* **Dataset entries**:
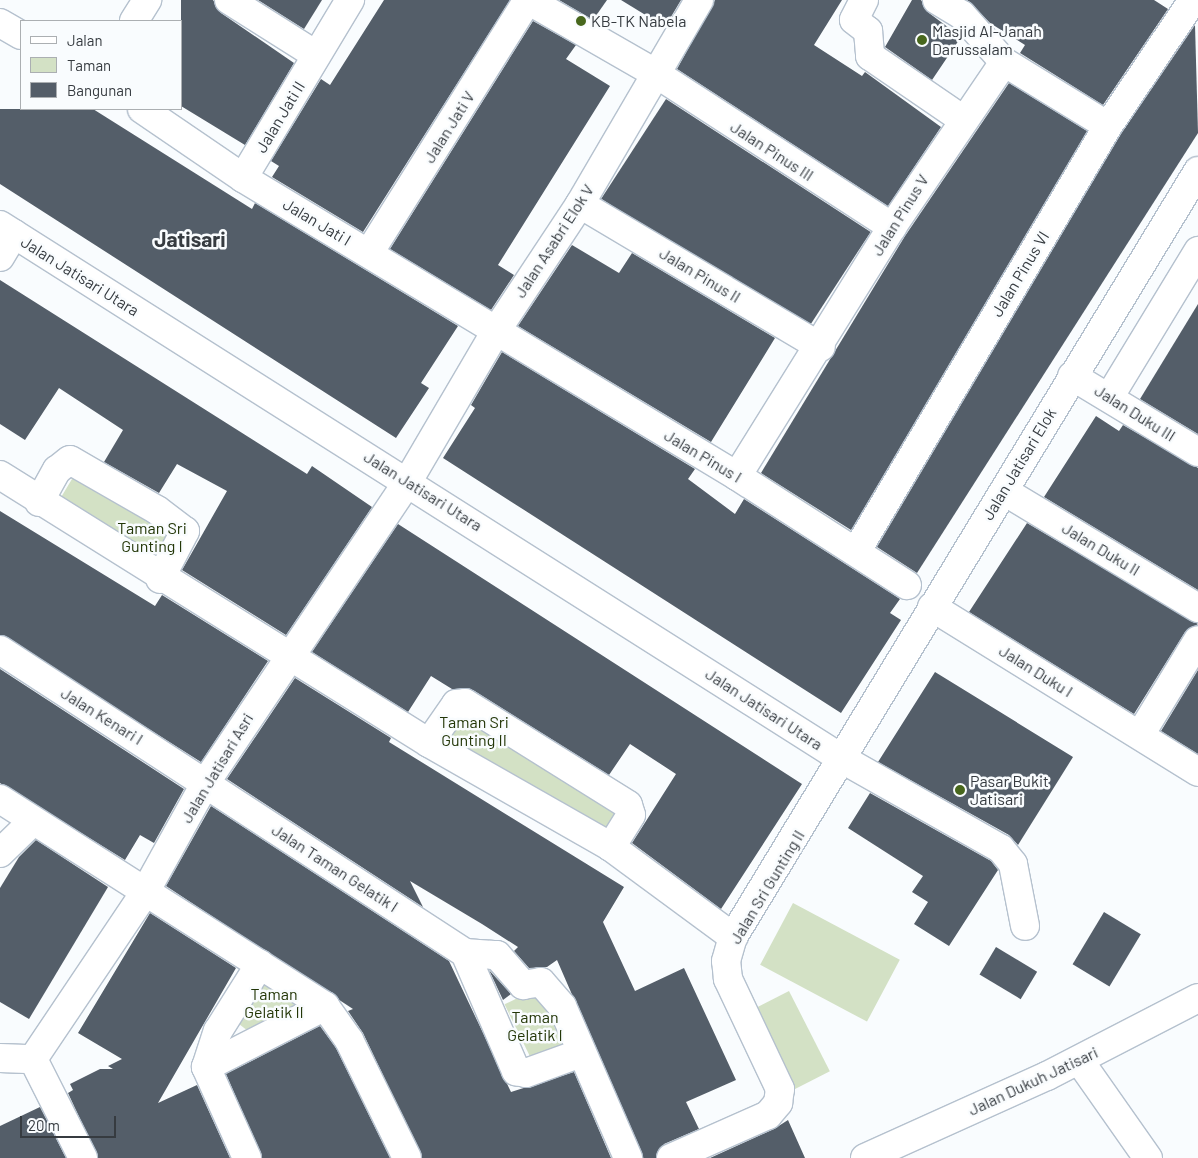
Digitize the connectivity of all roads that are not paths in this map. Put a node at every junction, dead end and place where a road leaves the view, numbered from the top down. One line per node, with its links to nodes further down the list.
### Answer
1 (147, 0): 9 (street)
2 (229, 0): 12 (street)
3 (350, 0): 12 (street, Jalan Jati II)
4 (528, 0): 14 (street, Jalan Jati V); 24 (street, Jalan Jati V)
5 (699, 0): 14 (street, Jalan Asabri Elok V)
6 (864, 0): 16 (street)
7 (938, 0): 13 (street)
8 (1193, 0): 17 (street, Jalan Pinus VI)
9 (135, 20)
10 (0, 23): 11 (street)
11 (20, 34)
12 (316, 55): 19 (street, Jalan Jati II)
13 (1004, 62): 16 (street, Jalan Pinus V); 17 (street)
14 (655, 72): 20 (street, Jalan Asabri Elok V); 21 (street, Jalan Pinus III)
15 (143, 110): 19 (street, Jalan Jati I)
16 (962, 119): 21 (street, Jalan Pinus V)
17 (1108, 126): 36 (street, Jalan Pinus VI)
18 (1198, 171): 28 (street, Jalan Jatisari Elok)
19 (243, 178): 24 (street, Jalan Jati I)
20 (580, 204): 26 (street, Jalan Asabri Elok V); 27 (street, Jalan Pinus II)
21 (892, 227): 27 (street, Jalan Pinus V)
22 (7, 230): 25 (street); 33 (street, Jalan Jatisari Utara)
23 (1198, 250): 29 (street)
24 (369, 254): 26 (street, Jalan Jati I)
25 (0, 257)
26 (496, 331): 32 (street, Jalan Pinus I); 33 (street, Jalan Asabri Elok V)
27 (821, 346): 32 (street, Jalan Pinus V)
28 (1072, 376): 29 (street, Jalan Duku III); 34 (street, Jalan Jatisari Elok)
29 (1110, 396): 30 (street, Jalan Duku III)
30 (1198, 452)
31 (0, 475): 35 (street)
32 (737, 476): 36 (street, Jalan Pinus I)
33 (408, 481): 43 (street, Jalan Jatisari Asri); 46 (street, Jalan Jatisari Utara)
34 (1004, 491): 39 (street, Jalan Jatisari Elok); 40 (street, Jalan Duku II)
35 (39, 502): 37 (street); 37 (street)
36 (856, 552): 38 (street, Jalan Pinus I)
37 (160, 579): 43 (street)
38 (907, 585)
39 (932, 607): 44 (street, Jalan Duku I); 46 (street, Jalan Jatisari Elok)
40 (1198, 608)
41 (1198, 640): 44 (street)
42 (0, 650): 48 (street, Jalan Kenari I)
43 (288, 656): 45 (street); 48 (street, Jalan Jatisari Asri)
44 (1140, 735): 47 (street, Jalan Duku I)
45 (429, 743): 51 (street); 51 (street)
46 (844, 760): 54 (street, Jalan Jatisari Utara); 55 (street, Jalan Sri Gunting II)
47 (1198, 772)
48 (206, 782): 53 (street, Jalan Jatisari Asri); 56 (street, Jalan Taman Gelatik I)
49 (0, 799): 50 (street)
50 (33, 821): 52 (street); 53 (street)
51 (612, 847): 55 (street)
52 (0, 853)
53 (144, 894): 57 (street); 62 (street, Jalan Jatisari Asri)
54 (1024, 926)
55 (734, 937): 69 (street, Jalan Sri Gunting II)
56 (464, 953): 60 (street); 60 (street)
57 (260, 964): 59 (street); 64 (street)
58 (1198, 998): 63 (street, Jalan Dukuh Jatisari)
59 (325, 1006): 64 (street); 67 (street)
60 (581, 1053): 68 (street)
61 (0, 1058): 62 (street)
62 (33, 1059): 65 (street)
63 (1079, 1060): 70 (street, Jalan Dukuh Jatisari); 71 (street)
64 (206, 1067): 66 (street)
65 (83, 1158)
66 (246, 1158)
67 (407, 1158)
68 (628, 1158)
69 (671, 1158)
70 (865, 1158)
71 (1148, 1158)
* * *
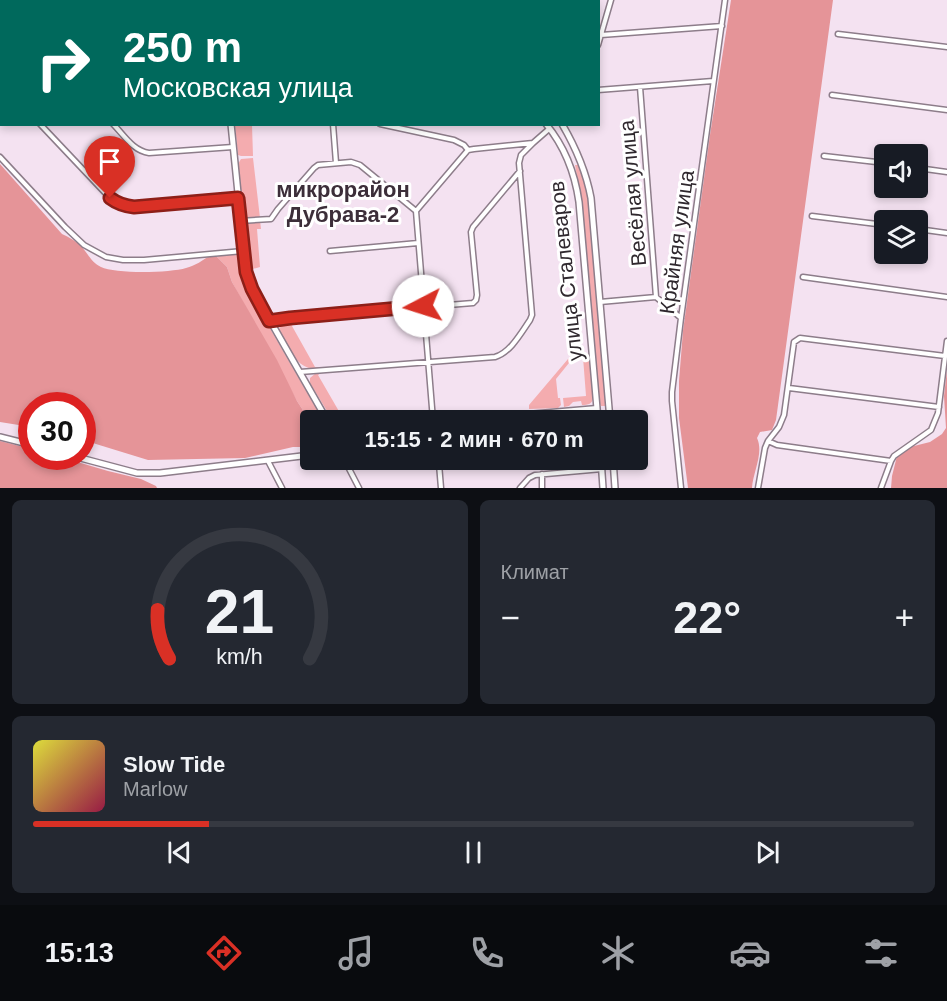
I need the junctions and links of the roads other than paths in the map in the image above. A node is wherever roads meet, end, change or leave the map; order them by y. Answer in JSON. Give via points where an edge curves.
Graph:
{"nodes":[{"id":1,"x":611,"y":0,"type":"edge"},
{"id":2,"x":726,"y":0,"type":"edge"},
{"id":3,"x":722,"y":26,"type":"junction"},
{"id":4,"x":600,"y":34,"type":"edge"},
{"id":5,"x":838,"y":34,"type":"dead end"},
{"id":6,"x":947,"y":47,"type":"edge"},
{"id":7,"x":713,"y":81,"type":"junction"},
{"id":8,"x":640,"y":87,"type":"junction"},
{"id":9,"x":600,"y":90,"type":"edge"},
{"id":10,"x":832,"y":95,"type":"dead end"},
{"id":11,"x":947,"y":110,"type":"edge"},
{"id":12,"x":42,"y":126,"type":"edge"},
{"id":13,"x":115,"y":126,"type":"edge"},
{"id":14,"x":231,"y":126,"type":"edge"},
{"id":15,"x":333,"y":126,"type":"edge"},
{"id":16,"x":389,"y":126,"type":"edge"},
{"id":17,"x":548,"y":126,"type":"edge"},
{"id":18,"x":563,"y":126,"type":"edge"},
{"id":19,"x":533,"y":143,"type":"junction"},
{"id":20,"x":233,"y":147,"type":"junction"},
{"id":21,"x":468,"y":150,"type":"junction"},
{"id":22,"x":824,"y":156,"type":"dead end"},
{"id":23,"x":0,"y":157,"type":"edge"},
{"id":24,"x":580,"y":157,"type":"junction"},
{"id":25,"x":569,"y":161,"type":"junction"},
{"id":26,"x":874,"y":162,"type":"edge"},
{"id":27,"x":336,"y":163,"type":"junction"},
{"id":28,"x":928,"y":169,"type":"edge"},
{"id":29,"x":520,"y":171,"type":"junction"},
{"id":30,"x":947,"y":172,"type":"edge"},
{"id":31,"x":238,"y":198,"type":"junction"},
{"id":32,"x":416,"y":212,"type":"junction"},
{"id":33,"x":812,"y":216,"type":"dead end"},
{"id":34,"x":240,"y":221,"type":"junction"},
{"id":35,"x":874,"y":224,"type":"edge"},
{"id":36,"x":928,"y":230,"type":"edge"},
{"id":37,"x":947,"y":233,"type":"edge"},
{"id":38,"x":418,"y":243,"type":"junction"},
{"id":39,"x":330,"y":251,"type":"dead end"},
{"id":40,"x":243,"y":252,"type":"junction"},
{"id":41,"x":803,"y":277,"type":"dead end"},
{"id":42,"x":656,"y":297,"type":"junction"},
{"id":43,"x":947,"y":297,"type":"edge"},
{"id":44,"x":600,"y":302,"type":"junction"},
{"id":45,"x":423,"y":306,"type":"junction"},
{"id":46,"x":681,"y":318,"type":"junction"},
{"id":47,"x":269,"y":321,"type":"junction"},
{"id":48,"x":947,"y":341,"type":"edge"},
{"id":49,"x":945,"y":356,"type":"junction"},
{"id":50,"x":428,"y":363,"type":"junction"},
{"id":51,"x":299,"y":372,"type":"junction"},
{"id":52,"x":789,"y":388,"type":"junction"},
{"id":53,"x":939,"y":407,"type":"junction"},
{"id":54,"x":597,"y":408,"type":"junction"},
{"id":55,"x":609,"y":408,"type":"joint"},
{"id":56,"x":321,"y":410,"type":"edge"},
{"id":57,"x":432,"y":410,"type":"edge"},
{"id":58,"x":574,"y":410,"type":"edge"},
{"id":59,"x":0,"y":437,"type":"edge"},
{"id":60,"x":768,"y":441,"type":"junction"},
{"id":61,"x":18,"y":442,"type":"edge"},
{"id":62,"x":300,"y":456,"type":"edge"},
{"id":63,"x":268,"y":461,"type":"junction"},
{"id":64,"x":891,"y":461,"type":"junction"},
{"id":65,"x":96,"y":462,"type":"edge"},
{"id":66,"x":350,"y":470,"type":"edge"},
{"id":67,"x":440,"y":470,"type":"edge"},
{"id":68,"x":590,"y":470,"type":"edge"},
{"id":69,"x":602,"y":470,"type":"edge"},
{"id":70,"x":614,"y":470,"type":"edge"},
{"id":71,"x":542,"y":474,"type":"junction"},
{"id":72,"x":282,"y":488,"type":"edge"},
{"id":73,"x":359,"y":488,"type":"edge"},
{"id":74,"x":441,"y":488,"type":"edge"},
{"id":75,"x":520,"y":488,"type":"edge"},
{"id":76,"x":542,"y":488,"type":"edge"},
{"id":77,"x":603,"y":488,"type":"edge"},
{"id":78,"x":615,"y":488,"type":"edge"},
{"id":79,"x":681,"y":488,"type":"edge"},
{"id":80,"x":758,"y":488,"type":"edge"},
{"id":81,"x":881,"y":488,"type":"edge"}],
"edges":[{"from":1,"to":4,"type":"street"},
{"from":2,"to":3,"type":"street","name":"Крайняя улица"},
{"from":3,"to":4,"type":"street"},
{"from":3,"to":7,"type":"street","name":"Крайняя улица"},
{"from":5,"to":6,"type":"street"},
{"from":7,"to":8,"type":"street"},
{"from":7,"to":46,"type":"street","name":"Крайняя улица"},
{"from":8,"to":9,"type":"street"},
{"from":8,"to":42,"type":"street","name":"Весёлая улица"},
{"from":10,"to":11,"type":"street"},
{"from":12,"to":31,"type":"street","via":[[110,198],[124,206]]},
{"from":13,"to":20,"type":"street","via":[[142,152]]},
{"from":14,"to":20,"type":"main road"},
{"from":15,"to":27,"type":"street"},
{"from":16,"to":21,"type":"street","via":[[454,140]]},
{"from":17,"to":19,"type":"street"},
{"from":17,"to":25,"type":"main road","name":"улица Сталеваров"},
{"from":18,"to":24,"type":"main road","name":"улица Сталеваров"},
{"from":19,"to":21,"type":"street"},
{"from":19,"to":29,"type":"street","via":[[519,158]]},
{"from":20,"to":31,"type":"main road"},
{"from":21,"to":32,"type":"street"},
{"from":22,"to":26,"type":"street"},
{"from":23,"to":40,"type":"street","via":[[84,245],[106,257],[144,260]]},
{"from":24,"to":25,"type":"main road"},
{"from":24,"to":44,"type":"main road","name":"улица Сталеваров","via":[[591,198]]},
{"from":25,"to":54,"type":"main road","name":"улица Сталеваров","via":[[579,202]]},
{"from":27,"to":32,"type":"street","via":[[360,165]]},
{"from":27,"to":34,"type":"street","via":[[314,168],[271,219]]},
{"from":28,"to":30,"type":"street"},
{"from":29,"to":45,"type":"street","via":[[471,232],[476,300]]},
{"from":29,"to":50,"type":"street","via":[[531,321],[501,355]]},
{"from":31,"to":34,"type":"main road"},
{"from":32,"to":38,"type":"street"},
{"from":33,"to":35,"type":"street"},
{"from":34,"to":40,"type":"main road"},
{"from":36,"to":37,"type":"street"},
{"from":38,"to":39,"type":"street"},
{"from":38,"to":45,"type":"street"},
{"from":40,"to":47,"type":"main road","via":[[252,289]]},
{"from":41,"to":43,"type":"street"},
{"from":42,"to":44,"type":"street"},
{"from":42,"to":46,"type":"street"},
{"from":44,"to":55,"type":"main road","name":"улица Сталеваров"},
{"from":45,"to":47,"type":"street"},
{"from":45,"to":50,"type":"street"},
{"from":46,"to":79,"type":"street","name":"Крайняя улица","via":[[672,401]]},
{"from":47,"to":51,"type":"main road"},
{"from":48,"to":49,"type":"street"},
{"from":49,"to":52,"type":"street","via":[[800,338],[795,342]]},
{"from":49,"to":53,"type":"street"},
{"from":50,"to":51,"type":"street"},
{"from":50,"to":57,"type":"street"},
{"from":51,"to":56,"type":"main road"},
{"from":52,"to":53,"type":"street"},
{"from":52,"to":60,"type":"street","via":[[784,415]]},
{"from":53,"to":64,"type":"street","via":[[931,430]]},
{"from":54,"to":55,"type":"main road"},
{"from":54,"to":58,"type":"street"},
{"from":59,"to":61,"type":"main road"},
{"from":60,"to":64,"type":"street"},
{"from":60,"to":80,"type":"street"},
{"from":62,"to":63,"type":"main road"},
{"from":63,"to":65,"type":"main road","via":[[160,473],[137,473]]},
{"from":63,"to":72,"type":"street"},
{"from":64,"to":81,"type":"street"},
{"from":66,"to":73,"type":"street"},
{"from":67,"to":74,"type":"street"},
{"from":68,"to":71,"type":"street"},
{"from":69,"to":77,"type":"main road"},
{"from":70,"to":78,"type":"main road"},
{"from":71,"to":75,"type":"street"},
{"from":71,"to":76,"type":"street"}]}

* **What is required**: Whenever the word "links" shows up in a line, that line counts. Say how many lines of the data count, giving the number alone.

* **Answer**: 2